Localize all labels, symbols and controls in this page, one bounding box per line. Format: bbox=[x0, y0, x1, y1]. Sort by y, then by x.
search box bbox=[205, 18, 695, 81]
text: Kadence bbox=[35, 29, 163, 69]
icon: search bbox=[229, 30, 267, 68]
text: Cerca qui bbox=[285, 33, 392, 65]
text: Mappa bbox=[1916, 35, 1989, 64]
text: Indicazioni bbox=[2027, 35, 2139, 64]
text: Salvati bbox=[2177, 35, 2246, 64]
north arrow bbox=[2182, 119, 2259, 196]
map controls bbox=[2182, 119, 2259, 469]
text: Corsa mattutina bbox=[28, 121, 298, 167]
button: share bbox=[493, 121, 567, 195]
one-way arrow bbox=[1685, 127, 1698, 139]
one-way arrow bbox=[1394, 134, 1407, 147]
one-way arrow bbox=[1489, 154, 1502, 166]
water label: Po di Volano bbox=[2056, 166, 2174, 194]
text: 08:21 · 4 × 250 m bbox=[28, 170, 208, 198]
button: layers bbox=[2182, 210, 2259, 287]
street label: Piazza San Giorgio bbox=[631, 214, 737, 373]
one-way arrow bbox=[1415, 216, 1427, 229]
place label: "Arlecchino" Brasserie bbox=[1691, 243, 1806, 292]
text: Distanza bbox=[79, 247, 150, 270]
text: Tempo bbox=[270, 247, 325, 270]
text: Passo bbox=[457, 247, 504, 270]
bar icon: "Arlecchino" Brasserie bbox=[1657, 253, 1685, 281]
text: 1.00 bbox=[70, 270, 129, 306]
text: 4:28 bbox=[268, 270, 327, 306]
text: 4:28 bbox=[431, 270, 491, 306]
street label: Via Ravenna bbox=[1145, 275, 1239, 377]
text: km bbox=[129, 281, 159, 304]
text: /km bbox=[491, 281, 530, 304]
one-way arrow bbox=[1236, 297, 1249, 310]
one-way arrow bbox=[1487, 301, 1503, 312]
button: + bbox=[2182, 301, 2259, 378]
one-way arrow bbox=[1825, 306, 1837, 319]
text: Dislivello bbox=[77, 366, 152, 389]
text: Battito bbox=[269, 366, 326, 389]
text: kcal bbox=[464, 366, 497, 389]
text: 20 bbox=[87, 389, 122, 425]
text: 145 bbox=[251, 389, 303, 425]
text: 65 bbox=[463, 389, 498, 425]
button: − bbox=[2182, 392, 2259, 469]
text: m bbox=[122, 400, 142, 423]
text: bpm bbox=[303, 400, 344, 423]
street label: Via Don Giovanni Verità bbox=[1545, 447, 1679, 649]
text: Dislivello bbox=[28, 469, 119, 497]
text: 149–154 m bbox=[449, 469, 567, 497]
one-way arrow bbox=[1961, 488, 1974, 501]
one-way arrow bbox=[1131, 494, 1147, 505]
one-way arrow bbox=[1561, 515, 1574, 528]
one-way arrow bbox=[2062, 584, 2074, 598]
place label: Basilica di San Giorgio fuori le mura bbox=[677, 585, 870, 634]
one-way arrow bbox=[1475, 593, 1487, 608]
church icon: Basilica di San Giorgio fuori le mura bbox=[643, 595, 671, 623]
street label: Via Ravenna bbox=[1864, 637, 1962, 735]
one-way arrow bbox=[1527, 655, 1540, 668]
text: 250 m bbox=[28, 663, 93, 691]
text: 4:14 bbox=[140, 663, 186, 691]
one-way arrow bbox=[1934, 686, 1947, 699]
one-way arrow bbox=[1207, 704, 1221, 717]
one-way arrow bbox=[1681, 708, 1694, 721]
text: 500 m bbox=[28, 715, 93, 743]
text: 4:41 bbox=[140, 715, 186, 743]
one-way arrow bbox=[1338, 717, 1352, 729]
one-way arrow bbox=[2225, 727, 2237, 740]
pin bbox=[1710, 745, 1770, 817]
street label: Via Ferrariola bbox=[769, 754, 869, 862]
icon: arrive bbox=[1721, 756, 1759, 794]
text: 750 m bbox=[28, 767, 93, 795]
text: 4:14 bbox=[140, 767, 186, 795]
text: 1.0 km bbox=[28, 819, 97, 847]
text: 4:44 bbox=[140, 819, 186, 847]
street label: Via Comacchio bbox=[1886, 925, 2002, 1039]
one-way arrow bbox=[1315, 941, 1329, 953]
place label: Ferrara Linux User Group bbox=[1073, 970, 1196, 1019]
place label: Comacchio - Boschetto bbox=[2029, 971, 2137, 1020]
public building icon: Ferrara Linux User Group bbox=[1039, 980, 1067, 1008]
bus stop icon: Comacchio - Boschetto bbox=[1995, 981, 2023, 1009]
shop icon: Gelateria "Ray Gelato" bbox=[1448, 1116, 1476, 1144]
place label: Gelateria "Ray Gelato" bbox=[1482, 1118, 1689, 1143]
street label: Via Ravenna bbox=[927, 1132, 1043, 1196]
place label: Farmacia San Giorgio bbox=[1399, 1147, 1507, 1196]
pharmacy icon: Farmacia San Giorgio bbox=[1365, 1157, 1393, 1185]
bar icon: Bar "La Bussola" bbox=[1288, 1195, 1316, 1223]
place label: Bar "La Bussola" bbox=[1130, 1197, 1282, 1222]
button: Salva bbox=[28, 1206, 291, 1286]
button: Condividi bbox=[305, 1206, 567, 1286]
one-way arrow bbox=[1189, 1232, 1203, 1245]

(Exercise goal) Set down the data above once more so that nothing differs from the original.

(Result below)
Localize all labels, symbols and controls in this page, one bounding box per line. Format: bbox=[x0, y0, x1, y1]. Sort by y, then by x.
search box bbox=[205, 18, 695, 81]
text: Kadence bbox=[35, 29, 163, 69]
icon: search bbox=[229, 30, 267, 68]
text: Cerca qui bbox=[285, 33, 392, 65]
text: Mappa bbox=[1916, 35, 1989, 64]
text: Indicazioni bbox=[2027, 35, 2139, 64]
text: Salvati bbox=[2177, 35, 2246, 64]
north arrow bbox=[2182, 119, 2259, 196]
map controls bbox=[2182, 119, 2259, 469]
text: Corsa mattutina bbox=[28, 121, 298, 167]
button: share bbox=[493, 121, 567, 195]
one-way arrow bbox=[1685, 127, 1698, 139]
one-way arrow bbox=[1394, 134, 1407, 147]
one-way arrow bbox=[1489, 154, 1502, 166]
water label: Po di Volano bbox=[2056, 166, 2174, 194]
text: 08:21 · 4 × 250 m bbox=[28, 170, 208, 198]
button: layers bbox=[2182, 210, 2259, 287]
street label: Piazza San Giorgio bbox=[631, 214, 737, 373]
one-way arrow bbox=[1415, 216, 1427, 229]
place label: "Arlecchino" Brasserie bbox=[1691, 243, 1806, 292]
text: Distanza bbox=[79, 247, 150, 270]
text: Tempo bbox=[270, 247, 325, 270]
text: Passo bbox=[457, 247, 504, 270]
bar icon: "Arlecchino" Brasserie bbox=[1657, 253, 1685, 281]
text: 1.00 bbox=[70, 270, 129, 306]
text: 4:28 bbox=[268, 270, 327, 306]
text: 4:28 bbox=[431, 270, 491, 306]
street label: Via Ravenna bbox=[1145, 275, 1239, 377]
text: km bbox=[129, 281, 159, 304]
text: /km bbox=[491, 281, 530, 304]
one-way arrow bbox=[1236, 297, 1249, 310]
one-way arrow bbox=[1487, 301, 1503, 312]
button: + bbox=[2182, 301, 2259, 378]
one-way arrow bbox=[1825, 306, 1837, 319]
text: Dislivello bbox=[77, 366, 152, 389]
text: Battito bbox=[269, 366, 326, 389]
text: kcal bbox=[464, 366, 497, 389]
text: 20 bbox=[87, 389, 122, 425]
text: 145 bbox=[251, 389, 303, 425]
text: 65 bbox=[463, 389, 498, 425]
button: − bbox=[2182, 392, 2259, 469]
text: m bbox=[122, 400, 142, 423]
text: bpm bbox=[303, 400, 344, 423]
street label: Via Don Giovanni Verità bbox=[1545, 447, 1679, 649]
text: Dislivello bbox=[28, 469, 119, 497]
text: 149–154 m bbox=[449, 469, 567, 497]
one-way arrow bbox=[1961, 488, 1974, 501]
one-way arrow bbox=[1131, 494, 1147, 505]
one-way arrow bbox=[1561, 515, 1574, 528]
one-way arrow bbox=[2062, 584, 2074, 598]
place label: Basilica di San Giorgio fuori le mura bbox=[677, 585, 870, 634]
one-way arrow bbox=[1475, 593, 1487, 608]
church icon: Basilica di San Giorgio fuori le mura bbox=[643, 595, 671, 623]
street label: Via Ravenna bbox=[1864, 637, 1962, 735]
one-way arrow bbox=[1527, 655, 1540, 668]
text: 250 m bbox=[28, 663, 93, 691]
text: 4:14 bbox=[140, 663, 186, 691]
one-way arrow bbox=[1934, 686, 1947, 699]
one-way arrow bbox=[1207, 704, 1221, 717]
one-way arrow bbox=[1681, 708, 1694, 721]
text: 500 m bbox=[28, 715, 93, 743]
text: 4:41 bbox=[140, 715, 186, 743]
one-way arrow bbox=[1338, 717, 1352, 729]
one-way arrow bbox=[2225, 727, 2237, 740]
pin bbox=[1710, 745, 1770, 817]
street label: Via Ferrariola bbox=[769, 754, 869, 862]
icon: arrive bbox=[1721, 756, 1759, 794]
text: 750 m bbox=[28, 767, 93, 795]
text: 4:14 bbox=[140, 767, 186, 795]
text: 1.0 km bbox=[28, 819, 97, 847]
text: 4:44 bbox=[140, 819, 186, 847]
street label: Via Comacchio bbox=[1886, 925, 2002, 1039]
one-way arrow bbox=[1315, 941, 1329, 953]
place label: Ferrara Linux User Group bbox=[1073, 970, 1196, 1019]
place label: Comacchio - Boschetto bbox=[2029, 971, 2137, 1020]
public building icon: Ferrara Linux User Group bbox=[1039, 980, 1067, 1008]
bus stop icon: Comacchio - Boschetto bbox=[1995, 981, 2023, 1009]
shop icon: Gelateria "Ray Gelato" bbox=[1448, 1116, 1476, 1144]
place label: Gelateria "Ray Gelato" bbox=[1482, 1118, 1689, 1143]
street label: Via Ravenna bbox=[927, 1132, 1043, 1196]
place label: Farmacia San Giorgio bbox=[1399, 1147, 1507, 1196]
pharmacy icon: Farmacia San Giorgio bbox=[1365, 1157, 1393, 1185]
bar icon: Bar "La Bussola" bbox=[1288, 1195, 1316, 1223]
place label: Bar "La Bussola" bbox=[1130, 1197, 1282, 1222]
button: Salva bbox=[28, 1206, 291, 1286]
button: Condividi bbox=[305, 1206, 567, 1286]
one-way arrow bbox=[1189, 1232, 1203, 1245]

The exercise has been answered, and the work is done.